(Data items)
******************************
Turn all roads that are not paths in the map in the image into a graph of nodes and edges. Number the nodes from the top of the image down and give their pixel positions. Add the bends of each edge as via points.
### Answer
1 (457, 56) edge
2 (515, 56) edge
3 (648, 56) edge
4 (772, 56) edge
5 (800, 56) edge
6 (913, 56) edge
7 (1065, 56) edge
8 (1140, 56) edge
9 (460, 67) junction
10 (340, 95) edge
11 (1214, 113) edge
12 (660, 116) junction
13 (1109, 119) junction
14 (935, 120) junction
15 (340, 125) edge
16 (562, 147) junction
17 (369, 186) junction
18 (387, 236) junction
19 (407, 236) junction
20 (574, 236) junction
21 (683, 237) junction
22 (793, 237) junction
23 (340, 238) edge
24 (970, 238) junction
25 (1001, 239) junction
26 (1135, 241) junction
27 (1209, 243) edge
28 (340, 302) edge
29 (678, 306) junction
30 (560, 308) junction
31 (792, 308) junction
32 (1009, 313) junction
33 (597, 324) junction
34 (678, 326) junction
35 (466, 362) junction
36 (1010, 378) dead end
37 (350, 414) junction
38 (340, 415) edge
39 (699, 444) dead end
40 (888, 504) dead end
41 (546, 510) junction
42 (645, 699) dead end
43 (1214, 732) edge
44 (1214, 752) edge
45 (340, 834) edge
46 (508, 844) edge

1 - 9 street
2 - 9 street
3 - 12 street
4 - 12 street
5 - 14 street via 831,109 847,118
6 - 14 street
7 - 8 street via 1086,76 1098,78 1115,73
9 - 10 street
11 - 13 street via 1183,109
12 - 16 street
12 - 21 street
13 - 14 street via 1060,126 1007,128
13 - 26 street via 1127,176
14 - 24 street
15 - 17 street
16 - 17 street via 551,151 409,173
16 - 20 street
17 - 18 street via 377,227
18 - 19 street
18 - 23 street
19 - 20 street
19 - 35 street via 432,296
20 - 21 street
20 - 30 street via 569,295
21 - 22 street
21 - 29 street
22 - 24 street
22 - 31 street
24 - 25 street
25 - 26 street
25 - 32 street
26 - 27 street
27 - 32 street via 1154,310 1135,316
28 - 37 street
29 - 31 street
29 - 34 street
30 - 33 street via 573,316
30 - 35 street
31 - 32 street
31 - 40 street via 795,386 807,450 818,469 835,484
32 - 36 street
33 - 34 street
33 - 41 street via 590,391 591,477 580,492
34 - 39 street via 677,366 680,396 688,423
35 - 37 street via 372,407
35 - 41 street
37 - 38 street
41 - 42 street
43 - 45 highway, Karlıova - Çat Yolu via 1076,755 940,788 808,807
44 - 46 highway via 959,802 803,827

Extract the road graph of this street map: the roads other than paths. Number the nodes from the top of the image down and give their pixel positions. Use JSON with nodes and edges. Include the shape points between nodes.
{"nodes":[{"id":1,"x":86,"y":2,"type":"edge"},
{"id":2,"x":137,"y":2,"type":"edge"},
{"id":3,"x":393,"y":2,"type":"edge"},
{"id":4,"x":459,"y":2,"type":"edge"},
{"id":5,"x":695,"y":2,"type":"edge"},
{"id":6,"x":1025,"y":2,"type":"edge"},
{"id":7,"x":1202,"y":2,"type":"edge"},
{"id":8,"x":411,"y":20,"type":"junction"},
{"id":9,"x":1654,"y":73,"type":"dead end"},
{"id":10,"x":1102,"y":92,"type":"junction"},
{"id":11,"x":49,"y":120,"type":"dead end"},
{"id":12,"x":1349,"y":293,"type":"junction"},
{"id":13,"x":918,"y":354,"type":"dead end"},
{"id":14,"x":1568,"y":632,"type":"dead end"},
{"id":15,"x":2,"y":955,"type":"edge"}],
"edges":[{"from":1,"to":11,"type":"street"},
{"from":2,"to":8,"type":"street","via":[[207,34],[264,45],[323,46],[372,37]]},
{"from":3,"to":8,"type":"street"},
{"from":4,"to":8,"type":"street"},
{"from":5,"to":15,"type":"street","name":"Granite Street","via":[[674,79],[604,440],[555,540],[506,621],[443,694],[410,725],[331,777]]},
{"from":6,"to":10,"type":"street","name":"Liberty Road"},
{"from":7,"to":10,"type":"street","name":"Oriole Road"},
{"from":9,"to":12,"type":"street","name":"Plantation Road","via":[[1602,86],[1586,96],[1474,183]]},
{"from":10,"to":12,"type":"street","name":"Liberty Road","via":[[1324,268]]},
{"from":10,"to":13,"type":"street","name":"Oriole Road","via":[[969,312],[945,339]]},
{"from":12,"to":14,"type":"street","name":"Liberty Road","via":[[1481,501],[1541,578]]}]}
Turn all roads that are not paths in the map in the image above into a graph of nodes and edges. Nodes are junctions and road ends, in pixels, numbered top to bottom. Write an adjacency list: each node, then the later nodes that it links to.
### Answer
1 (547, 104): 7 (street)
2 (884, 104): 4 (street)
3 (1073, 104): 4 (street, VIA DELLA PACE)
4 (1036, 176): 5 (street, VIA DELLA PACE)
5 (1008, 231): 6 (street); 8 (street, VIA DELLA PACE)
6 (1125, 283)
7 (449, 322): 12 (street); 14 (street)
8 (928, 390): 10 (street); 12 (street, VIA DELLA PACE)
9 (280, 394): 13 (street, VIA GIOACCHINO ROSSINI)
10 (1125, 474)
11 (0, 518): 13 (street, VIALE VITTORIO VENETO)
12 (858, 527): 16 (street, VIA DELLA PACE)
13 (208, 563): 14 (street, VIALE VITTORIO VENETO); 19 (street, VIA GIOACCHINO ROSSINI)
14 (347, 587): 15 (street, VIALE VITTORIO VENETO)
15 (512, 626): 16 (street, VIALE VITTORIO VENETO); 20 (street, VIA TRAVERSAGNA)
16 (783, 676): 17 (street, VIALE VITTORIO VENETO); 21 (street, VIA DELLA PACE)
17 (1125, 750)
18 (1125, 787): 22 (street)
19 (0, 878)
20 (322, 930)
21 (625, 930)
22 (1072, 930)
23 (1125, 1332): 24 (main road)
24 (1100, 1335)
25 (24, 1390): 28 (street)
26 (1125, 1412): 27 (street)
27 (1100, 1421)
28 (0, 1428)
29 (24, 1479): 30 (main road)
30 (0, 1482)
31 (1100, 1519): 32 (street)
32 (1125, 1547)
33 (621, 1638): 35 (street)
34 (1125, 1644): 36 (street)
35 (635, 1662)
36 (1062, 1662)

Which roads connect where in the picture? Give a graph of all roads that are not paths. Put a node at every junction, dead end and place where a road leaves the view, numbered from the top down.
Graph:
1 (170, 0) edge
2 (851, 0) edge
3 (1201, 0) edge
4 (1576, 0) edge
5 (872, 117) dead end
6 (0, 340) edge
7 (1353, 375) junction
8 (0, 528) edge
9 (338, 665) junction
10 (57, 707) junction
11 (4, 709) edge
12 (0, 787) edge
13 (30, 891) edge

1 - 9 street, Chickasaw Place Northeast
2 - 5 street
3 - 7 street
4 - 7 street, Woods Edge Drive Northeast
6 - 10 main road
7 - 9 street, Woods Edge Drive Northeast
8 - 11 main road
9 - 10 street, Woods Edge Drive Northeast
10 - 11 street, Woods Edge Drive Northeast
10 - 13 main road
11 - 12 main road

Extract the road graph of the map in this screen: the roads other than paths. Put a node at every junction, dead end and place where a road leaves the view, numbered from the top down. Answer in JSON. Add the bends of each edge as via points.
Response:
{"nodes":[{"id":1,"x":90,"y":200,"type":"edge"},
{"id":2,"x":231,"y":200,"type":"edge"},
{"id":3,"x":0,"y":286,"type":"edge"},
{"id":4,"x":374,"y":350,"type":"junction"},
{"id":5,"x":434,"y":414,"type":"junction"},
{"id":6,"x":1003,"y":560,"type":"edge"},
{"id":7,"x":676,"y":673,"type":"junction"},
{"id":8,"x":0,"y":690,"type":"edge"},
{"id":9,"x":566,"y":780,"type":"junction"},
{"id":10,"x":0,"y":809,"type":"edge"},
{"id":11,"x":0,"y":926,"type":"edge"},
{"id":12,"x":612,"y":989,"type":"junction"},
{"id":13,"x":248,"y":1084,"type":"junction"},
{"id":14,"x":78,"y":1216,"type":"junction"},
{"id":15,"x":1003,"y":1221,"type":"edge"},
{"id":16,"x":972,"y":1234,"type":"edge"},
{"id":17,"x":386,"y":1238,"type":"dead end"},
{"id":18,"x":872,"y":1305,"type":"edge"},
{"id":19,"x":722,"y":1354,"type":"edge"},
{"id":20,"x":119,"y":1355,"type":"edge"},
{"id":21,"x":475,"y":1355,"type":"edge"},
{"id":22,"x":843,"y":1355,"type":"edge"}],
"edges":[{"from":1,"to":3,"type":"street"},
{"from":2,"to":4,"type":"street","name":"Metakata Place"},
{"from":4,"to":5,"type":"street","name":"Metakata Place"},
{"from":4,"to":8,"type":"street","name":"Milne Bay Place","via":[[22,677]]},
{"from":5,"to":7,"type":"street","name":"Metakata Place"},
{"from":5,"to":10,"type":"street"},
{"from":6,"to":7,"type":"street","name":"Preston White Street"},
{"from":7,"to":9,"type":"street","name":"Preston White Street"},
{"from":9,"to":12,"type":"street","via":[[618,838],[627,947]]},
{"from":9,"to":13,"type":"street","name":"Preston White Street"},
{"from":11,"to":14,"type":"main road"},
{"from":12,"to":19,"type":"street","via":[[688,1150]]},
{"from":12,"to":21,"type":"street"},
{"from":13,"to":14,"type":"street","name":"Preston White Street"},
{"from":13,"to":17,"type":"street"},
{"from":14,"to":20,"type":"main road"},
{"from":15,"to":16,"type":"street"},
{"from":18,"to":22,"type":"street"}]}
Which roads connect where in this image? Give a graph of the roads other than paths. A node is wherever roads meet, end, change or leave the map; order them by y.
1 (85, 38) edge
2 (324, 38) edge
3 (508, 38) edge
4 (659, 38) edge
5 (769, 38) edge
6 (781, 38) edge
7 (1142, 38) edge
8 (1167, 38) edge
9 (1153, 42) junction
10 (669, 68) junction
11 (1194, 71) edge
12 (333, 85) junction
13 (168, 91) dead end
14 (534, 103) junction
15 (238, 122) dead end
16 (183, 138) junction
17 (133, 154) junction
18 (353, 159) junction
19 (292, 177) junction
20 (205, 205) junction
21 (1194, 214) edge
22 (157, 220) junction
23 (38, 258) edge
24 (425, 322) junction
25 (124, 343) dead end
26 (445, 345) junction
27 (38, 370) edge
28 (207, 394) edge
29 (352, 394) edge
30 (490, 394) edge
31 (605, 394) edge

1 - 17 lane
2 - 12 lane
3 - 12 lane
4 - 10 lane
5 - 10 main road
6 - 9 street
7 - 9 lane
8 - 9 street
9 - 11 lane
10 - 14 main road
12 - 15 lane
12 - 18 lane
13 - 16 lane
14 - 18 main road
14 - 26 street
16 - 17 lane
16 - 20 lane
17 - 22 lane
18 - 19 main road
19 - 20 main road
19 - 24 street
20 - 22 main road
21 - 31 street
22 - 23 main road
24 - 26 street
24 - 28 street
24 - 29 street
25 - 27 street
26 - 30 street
******************************
Take every line above where "Woods" appears and copy it.

4 - 7 street, Woods Edge Drive Northeast
7 - 9 street, Woods Edge Drive Northeast
9 - 10 street, Woods Edge Drive Northeast
10 - 11 street, Woods Edge Drive Northeast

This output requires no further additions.